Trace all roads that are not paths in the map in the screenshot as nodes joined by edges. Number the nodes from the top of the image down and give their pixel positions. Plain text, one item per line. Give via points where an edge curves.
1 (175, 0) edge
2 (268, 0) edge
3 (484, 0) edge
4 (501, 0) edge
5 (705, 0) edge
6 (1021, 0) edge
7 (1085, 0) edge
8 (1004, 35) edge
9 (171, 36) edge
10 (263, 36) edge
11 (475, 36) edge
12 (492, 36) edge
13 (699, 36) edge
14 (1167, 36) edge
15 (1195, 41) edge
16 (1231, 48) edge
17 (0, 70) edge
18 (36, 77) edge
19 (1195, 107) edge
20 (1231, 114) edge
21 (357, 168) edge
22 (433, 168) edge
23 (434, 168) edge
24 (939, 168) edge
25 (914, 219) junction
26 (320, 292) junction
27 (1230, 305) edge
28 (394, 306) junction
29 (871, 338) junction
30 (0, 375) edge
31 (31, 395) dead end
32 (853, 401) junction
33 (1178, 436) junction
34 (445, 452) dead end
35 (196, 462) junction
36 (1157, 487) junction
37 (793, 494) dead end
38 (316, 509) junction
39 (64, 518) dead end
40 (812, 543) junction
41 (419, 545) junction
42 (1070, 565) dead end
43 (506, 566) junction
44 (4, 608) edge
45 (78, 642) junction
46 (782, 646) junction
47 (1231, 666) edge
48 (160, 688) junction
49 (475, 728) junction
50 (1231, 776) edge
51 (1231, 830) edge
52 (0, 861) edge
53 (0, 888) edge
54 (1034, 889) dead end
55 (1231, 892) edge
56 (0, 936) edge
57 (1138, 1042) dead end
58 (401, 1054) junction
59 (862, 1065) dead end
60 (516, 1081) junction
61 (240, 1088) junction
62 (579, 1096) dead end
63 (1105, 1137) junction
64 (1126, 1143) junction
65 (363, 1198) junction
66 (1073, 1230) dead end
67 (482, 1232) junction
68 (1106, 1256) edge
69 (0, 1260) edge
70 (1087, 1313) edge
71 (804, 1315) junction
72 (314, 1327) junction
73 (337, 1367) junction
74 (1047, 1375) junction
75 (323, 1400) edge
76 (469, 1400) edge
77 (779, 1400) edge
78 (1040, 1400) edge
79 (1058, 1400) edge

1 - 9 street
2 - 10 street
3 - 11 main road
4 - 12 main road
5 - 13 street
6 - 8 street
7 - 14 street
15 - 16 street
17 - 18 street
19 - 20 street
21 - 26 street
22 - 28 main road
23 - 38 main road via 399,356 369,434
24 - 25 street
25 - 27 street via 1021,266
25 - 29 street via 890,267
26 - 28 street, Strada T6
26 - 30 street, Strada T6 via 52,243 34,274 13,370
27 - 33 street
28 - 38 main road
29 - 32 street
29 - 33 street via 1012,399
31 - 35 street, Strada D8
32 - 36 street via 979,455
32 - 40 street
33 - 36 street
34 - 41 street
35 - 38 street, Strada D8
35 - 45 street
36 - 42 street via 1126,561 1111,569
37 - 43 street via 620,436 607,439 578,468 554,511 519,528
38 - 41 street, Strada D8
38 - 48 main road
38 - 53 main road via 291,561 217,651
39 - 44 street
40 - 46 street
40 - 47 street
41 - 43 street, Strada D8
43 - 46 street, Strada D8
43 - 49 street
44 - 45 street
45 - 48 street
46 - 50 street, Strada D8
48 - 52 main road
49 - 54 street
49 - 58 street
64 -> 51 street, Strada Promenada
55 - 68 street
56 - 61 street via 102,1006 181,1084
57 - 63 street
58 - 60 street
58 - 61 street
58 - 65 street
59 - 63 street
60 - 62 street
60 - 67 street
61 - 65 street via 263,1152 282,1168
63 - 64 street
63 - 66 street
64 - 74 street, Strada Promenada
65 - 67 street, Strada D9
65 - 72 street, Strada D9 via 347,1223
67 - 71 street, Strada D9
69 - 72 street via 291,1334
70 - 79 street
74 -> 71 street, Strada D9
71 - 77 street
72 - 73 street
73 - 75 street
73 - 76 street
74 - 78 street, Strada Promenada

Task description> Go through the listing and copy all of it exactly.

Task result>
Trace all roads that are not paths in the map in the screenshot as nodes joined by edges. Number the nodes from the top of the image down and give their pixel positions. Plain text, one item per line. Give via points where an edge curves.
1 (175, 0) edge
2 (268, 0) edge
3 (484, 0) edge
4 (501, 0) edge
5 (705, 0) edge
6 (1021, 0) edge
7 (1085, 0) edge
8 (1004, 35) edge
9 (171, 36) edge
10 (263, 36) edge
11 (475, 36) edge
12 (492, 36) edge
13 (699, 36) edge
14 (1167, 36) edge
15 (1195, 41) edge
16 (1231, 48) edge
17 (0, 70) edge
18 (36, 77) edge
19 (1195, 107) edge
20 (1231, 114) edge
21 (357, 168) edge
22 (433, 168) edge
23 (434, 168) edge
24 (939, 168) edge
25 (914, 219) junction
26 (320, 292) junction
27 (1230, 305) edge
28 (394, 306) junction
29 (871, 338) junction
30 (0, 375) edge
31 (31, 395) dead end
32 (853, 401) junction
33 (1178, 436) junction
34 (445, 452) dead end
35 (196, 462) junction
36 (1157, 487) junction
37 (793, 494) dead end
38 (316, 509) junction
39 (64, 518) dead end
40 (812, 543) junction
41 (419, 545) junction
42 (1070, 565) dead end
43 (506, 566) junction
44 (4, 608) edge
45 (78, 642) junction
46 (782, 646) junction
47 (1231, 666) edge
48 (160, 688) junction
49 (475, 728) junction
50 (1231, 776) edge
51 (1231, 830) edge
52 (0, 861) edge
53 (0, 888) edge
54 (1034, 889) dead end
55 (1231, 892) edge
56 (0, 936) edge
57 (1138, 1042) dead end
58 (401, 1054) junction
59 (862, 1065) dead end
60 (516, 1081) junction
61 (240, 1088) junction
62 (579, 1096) dead end
63 (1105, 1137) junction
64 (1126, 1143) junction
65 (363, 1198) junction
66 (1073, 1230) dead end
67 (482, 1232) junction
68 (1106, 1256) edge
69 (0, 1260) edge
70 (1087, 1313) edge
71 (804, 1315) junction
72 (314, 1327) junction
73 (337, 1367) junction
74 (1047, 1375) junction
75 (323, 1400) edge
76 (469, 1400) edge
77 (779, 1400) edge
78 (1040, 1400) edge
79 (1058, 1400) edge

1 - 9 street
2 - 10 street
3 - 11 main road
4 - 12 main road
5 - 13 street
6 - 8 street
7 - 14 street
15 - 16 street
17 - 18 street
19 - 20 street
21 - 26 street
22 - 28 main road
23 - 38 main road via 399,356 369,434
24 - 25 street
25 - 27 street via 1021,266
25 - 29 street via 890,267
26 - 28 street, Strada T6
26 - 30 street, Strada T6 via 52,243 34,274 13,370
27 - 33 street
28 - 38 main road
29 - 32 street
29 - 33 street via 1012,399
31 - 35 street, Strada D8
32 - 36 street via 979,455
32 - 40 street
33 - 36 street
34 - 41 street
35 - 38 street, Strada D8
35 - 45 street
36 - 42 street via 1126,561 1111,569
37 - 43 street via 620,436 607,439 578,468 554,511 519,528
38 - 41 street, Strada D8
38 - 48 main road
38 - 53 main road via 291,561 217,651
39 - 44 street
40 - 46 street
40 - 47 street
41 - 43 street, Strada D8
43 - 46 street, Strada D8
43 - 49 street
44 - 45 street
45 - 48 street
46 - 50 street, Strada D8
48 - 52 main road
49 - 54 street
49 - 58 street
64 -> 51 street, Strada Promenada
55 - 68 street
56 - 61 street via 102,1006 181,1084
57 - 63 street
58 - 60 street
58 - 61 street
58 - 65 street
59 - 63 street
60 - 62 street
60 - 67 street
61 - 65 street via 263,1152 282,1168
63 - 64 street
63 - 66 street
64 - 74 street, Strada Promenada
65 - 67 street, Strada D9
65 - 72 street, Strada D9 via 347,1223
67 - 71 street, Strada D9
69 - 72 street via 291,1334
70 - 79 street
74 -> 71 street, Strada D9
71 - 77 street
72 - 73 street
73 - 75 street
73 - 76 street
74 - 78 street, Strada Promenada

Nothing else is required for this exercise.